Stored data
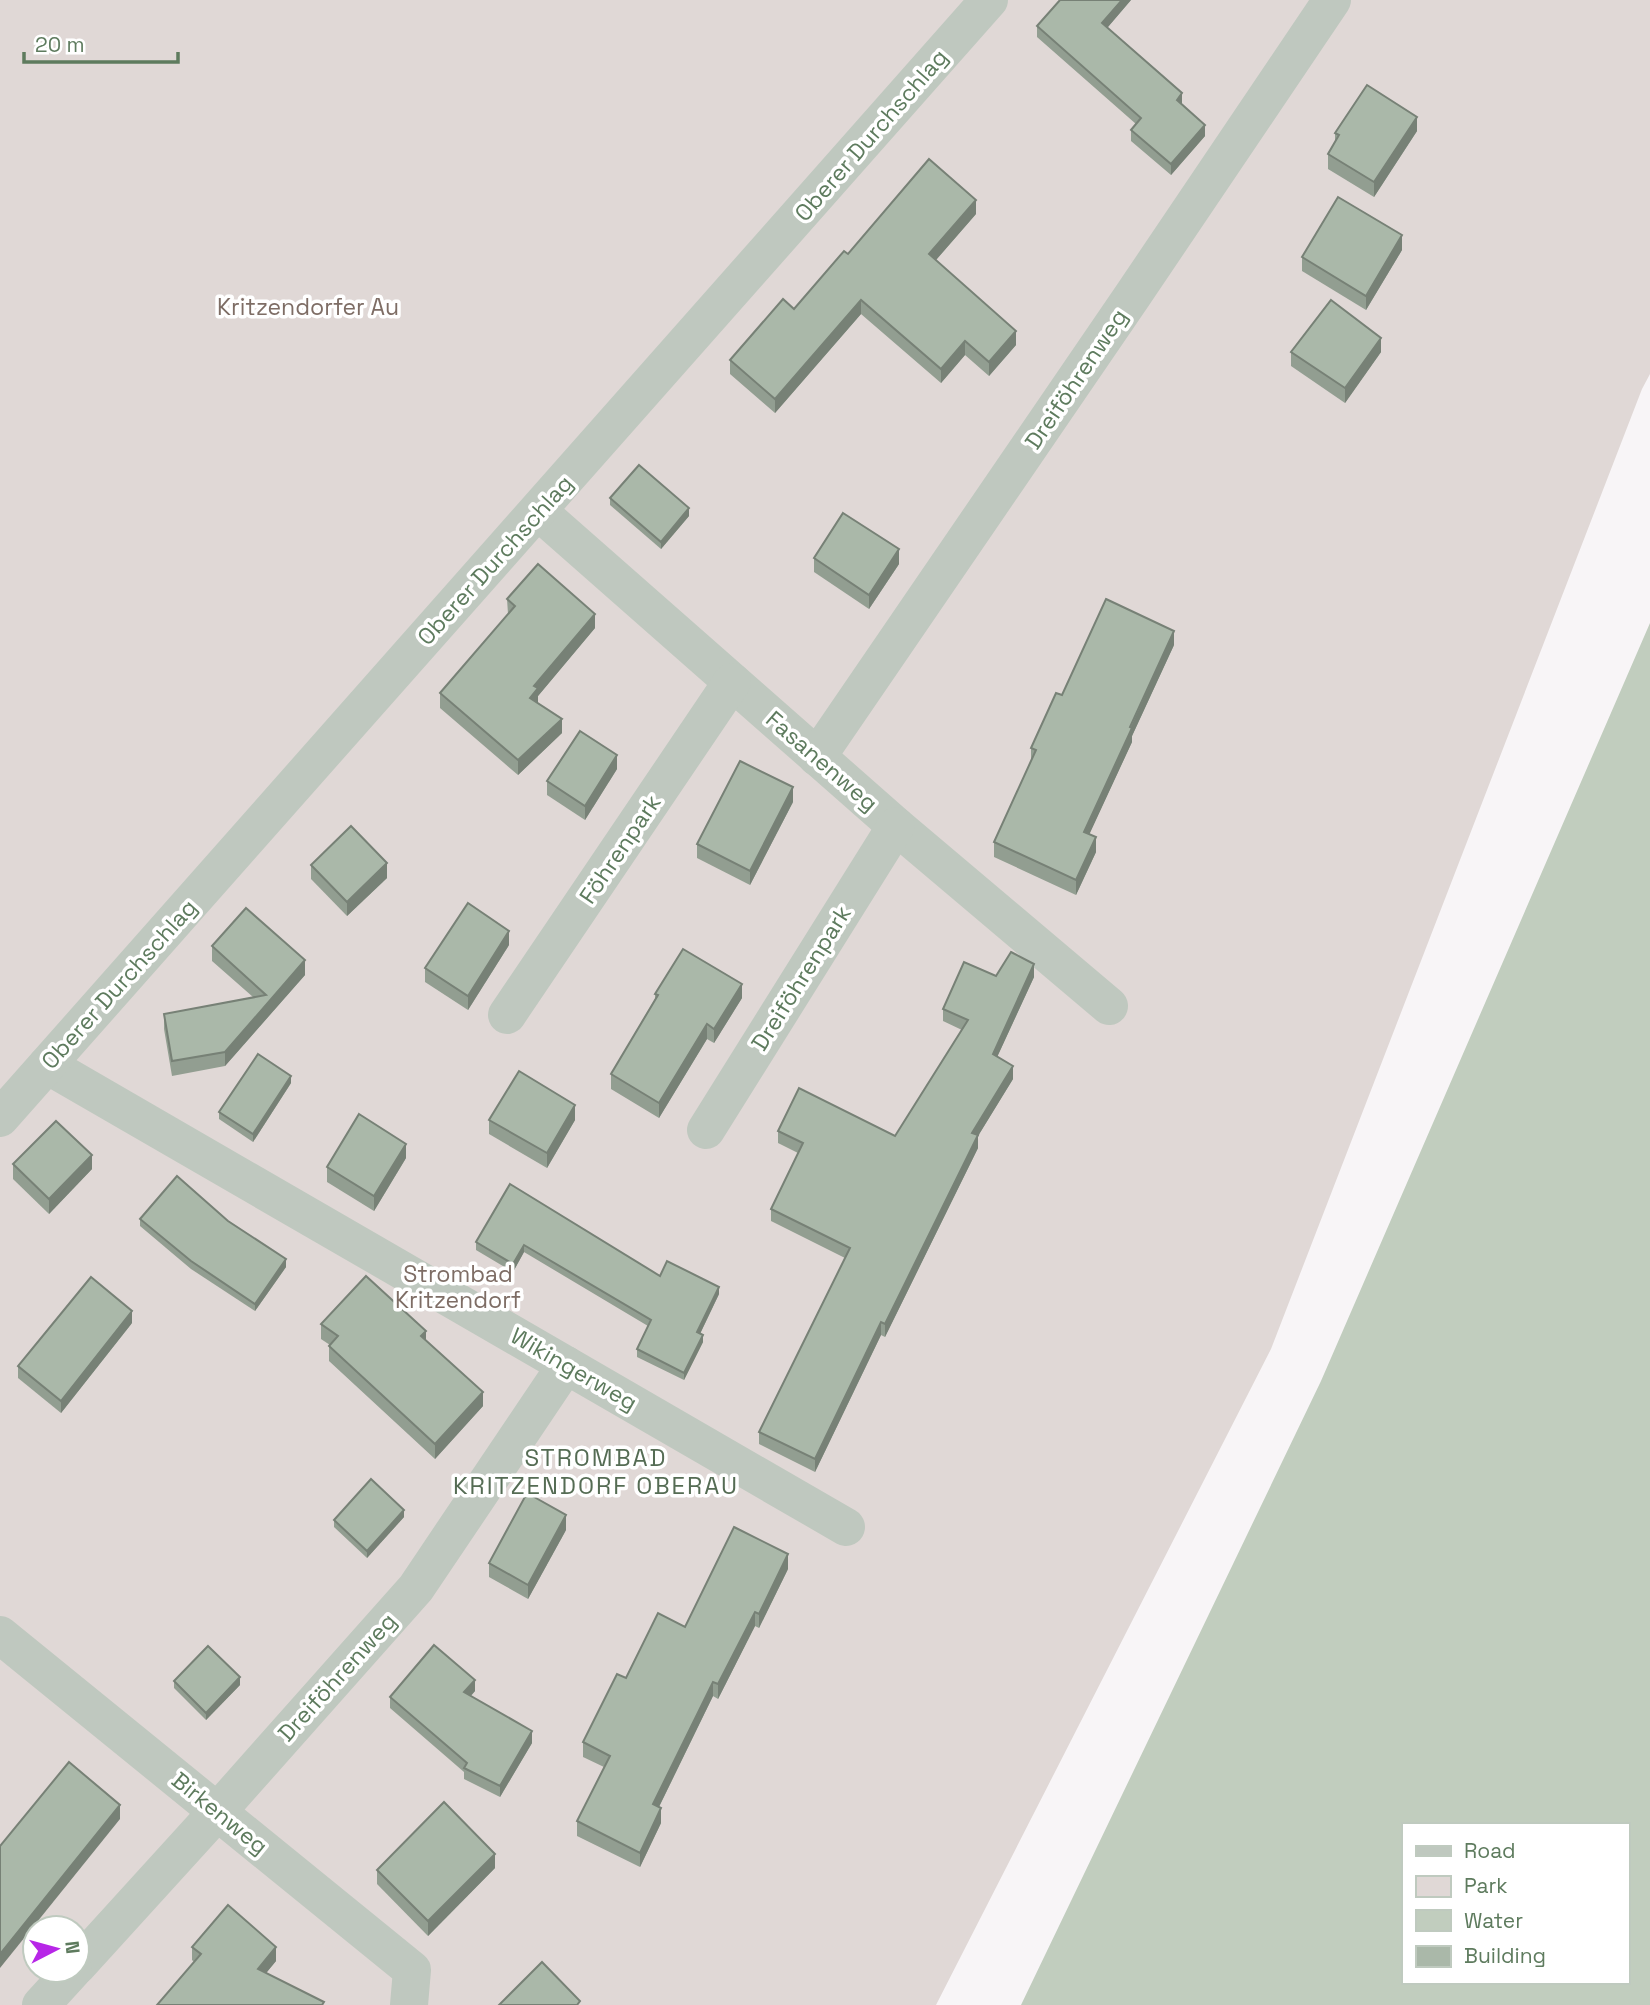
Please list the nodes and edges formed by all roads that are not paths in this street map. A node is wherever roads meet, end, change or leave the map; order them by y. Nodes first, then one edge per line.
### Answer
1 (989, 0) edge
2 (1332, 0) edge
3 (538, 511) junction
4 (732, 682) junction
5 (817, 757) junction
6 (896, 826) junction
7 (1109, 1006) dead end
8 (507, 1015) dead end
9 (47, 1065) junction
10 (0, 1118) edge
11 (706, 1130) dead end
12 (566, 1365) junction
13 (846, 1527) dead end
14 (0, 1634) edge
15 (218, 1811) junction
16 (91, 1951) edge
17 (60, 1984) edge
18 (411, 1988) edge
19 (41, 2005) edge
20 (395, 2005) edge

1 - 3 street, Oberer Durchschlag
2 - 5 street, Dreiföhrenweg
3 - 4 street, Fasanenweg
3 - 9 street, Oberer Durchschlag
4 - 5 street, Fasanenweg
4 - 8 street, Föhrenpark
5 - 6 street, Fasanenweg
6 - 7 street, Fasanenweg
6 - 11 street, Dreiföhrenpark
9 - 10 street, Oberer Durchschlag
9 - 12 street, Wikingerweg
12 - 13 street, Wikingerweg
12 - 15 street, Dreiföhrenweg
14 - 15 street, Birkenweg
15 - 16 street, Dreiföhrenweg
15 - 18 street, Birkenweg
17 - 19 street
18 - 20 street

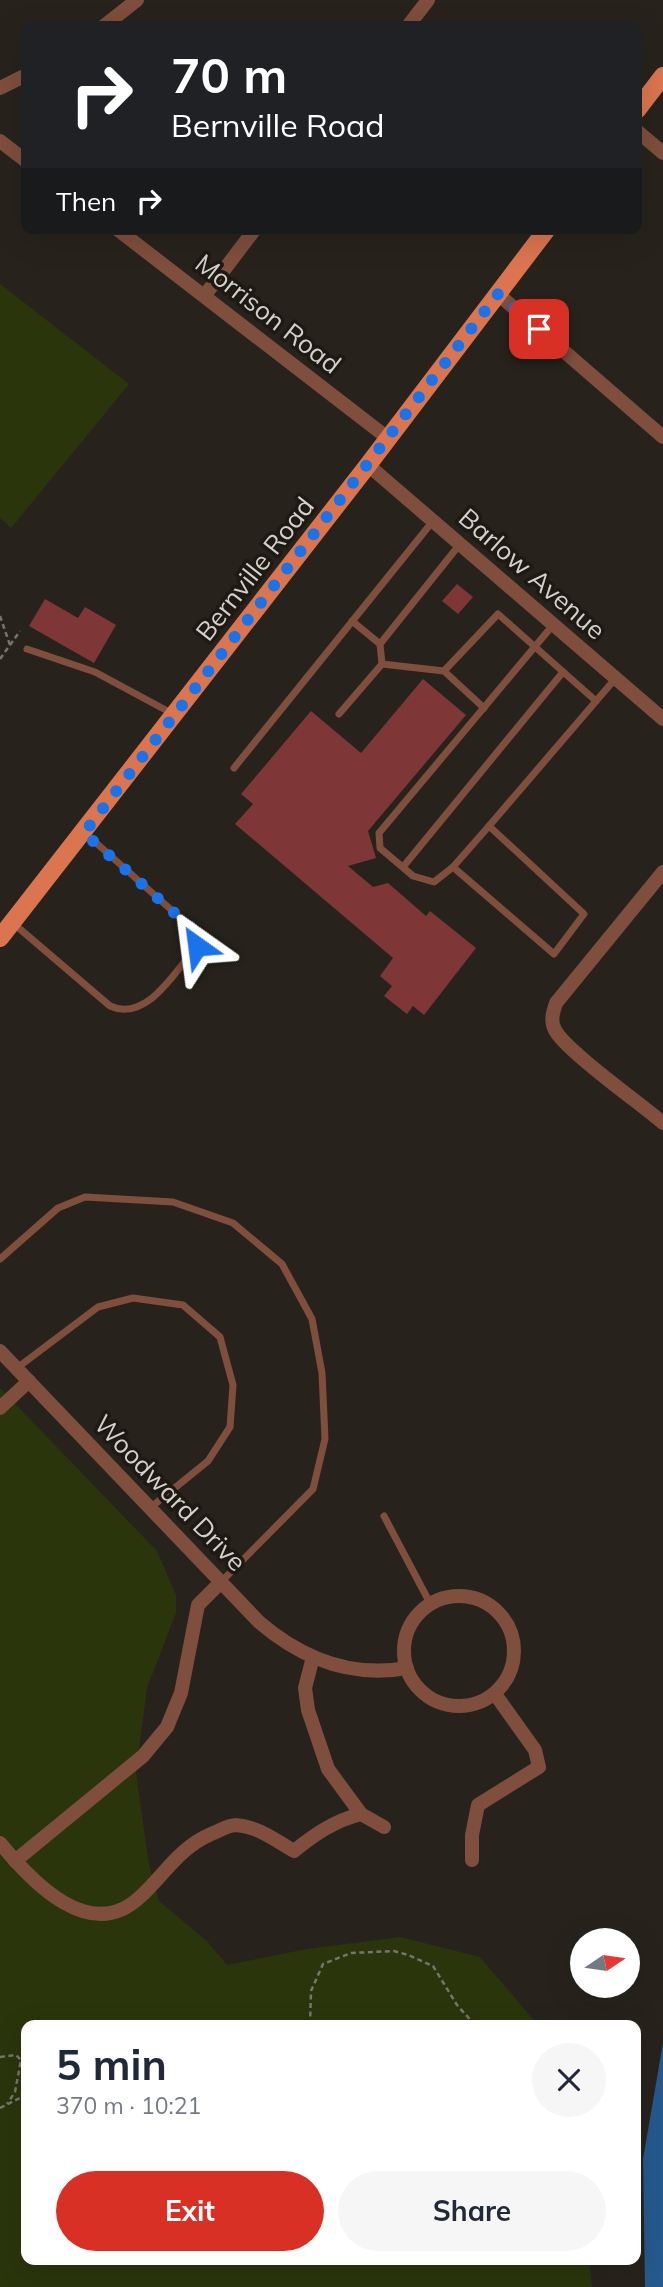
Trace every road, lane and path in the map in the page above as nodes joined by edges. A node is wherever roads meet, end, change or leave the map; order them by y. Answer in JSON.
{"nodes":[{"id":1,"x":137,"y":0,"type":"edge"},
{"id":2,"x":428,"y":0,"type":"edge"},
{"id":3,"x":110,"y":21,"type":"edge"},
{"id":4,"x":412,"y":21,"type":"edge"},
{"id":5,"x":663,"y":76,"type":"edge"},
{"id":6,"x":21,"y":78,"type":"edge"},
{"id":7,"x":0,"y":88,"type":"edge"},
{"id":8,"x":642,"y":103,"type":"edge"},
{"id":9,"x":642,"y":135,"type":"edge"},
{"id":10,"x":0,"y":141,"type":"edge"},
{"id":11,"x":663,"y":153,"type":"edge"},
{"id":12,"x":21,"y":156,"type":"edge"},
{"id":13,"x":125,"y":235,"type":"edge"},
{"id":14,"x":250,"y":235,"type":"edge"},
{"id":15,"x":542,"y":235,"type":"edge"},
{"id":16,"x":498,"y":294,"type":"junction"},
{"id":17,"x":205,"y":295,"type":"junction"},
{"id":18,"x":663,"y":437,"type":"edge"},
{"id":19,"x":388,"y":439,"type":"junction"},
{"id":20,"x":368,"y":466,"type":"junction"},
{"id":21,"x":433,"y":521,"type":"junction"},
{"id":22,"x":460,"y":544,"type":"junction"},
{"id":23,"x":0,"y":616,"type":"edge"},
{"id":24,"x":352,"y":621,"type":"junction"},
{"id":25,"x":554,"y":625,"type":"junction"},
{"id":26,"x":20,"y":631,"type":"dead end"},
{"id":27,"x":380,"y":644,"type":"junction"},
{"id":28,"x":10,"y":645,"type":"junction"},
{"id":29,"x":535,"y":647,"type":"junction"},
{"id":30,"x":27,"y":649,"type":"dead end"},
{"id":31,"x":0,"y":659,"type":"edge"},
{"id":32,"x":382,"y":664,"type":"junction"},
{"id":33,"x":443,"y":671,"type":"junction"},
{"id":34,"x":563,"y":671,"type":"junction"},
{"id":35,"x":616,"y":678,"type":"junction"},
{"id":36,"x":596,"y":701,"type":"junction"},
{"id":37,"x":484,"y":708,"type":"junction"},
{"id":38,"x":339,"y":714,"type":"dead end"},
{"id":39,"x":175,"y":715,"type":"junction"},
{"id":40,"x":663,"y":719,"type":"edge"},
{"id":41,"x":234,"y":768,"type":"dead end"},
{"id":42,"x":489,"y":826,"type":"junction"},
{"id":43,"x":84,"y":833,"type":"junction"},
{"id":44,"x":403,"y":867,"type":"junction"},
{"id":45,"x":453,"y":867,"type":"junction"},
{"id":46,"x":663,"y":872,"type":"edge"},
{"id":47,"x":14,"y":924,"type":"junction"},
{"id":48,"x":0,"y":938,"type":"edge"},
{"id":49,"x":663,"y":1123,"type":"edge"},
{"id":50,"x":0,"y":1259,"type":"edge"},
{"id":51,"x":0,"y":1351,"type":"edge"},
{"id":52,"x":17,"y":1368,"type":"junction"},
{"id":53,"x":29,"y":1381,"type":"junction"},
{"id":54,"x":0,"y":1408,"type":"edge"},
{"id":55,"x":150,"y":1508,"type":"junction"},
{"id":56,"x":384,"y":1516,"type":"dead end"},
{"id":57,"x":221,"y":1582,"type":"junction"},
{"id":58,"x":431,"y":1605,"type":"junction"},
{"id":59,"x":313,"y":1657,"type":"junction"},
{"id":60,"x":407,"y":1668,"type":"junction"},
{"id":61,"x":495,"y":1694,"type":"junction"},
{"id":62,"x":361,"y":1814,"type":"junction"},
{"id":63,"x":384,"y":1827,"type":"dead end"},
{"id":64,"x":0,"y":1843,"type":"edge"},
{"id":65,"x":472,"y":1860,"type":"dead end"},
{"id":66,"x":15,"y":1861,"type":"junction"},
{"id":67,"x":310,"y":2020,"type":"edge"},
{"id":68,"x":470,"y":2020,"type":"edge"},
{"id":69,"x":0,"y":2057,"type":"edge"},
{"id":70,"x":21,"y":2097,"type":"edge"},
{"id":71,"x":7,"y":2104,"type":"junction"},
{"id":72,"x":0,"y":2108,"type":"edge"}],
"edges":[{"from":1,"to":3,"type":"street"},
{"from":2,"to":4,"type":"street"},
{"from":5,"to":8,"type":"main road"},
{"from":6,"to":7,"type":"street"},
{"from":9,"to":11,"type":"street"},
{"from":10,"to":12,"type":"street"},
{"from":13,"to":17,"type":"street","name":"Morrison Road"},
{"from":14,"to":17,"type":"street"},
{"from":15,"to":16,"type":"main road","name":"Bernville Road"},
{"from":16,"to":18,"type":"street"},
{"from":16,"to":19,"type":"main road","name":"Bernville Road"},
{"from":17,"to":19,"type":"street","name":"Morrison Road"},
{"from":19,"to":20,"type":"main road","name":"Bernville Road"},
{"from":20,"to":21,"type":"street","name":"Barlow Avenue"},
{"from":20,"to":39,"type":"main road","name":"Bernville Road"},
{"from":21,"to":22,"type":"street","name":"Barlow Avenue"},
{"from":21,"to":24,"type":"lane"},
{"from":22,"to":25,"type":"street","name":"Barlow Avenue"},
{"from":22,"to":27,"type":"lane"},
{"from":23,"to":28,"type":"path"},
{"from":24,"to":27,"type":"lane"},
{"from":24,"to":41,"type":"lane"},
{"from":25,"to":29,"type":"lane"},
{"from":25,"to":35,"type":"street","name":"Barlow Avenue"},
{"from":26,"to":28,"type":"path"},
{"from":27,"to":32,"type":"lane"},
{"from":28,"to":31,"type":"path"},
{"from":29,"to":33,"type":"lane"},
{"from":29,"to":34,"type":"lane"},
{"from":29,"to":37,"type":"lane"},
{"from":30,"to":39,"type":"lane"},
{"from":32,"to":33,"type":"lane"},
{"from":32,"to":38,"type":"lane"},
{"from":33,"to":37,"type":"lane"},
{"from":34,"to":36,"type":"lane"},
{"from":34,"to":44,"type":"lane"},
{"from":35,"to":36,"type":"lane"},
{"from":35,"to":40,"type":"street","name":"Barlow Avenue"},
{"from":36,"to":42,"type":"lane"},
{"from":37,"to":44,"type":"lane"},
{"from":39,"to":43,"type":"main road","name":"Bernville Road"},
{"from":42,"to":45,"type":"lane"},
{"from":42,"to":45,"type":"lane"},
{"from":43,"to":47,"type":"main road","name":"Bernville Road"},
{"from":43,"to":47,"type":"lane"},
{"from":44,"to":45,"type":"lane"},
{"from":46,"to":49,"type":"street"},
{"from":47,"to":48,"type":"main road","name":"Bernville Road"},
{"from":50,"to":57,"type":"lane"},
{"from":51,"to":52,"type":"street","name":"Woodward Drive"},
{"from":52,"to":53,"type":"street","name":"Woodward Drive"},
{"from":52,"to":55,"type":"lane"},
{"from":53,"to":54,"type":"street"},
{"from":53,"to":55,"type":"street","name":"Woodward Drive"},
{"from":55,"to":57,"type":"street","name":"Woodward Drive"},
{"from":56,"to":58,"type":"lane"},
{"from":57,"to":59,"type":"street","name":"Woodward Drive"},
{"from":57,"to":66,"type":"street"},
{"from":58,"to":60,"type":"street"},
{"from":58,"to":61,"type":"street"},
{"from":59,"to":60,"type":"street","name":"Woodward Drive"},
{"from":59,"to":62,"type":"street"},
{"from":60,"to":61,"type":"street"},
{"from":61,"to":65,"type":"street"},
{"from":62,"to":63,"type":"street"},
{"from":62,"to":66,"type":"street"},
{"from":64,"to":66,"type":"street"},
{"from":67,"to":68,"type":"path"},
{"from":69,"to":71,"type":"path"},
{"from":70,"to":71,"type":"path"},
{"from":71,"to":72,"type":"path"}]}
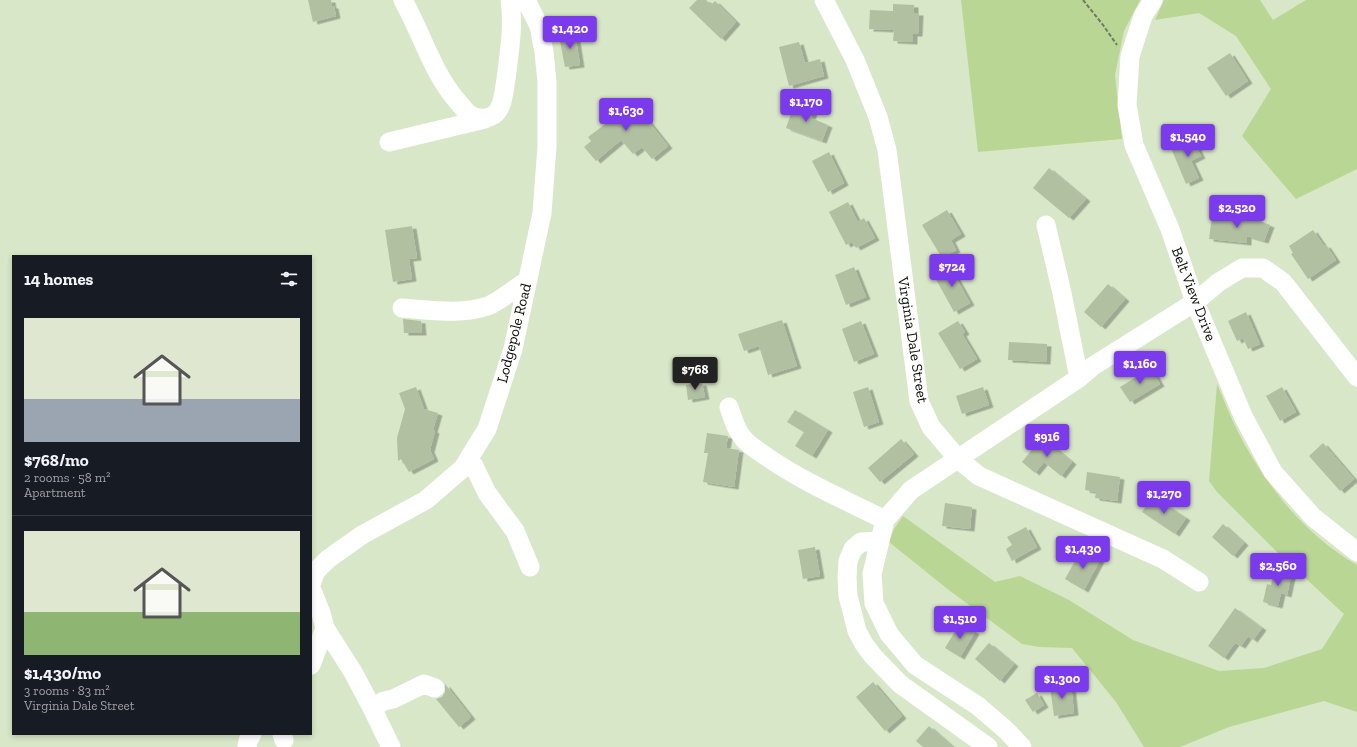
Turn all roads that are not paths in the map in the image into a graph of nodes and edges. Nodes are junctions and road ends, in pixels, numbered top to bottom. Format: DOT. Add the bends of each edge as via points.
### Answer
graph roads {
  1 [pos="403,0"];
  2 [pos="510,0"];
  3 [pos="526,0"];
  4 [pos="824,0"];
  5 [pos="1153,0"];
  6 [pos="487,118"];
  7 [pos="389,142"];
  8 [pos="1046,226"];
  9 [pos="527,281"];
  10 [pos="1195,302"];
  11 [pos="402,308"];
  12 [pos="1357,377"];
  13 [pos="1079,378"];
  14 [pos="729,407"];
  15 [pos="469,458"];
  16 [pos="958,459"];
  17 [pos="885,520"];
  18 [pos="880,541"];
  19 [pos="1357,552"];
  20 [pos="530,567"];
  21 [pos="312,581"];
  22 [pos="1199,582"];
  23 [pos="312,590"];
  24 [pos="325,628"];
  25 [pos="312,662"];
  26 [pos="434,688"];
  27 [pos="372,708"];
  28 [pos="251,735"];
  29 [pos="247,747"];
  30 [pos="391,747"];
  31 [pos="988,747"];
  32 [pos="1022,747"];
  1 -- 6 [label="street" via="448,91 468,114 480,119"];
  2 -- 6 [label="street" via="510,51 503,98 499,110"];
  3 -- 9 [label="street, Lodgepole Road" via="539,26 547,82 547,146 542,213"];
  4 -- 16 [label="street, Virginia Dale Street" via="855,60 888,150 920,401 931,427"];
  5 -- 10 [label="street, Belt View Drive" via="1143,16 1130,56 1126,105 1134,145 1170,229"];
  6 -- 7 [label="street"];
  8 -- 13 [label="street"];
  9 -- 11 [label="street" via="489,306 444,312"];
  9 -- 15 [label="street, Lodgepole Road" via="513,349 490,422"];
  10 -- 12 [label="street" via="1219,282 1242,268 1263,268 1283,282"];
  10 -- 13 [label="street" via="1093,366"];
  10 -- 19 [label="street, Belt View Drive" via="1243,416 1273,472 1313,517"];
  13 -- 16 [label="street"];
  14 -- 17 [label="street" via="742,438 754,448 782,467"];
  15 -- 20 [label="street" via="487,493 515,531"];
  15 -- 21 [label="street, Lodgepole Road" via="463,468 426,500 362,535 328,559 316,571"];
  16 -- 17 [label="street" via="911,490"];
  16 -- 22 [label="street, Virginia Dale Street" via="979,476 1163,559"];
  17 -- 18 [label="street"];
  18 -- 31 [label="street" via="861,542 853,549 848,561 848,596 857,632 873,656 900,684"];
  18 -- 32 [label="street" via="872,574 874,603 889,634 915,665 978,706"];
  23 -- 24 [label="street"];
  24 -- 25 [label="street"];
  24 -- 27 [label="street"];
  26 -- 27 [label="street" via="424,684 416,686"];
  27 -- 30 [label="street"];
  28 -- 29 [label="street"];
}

Work required
Collect the lines of the data that carry the word "Virginia".

Written answer
  4 -- 16 [label="street, Virginia Dale Street" via="855,60 888,150 920,401 931,427"];
  16 -- 22 [label="street, Virginia Dale Street" via="979,476 1163,559"];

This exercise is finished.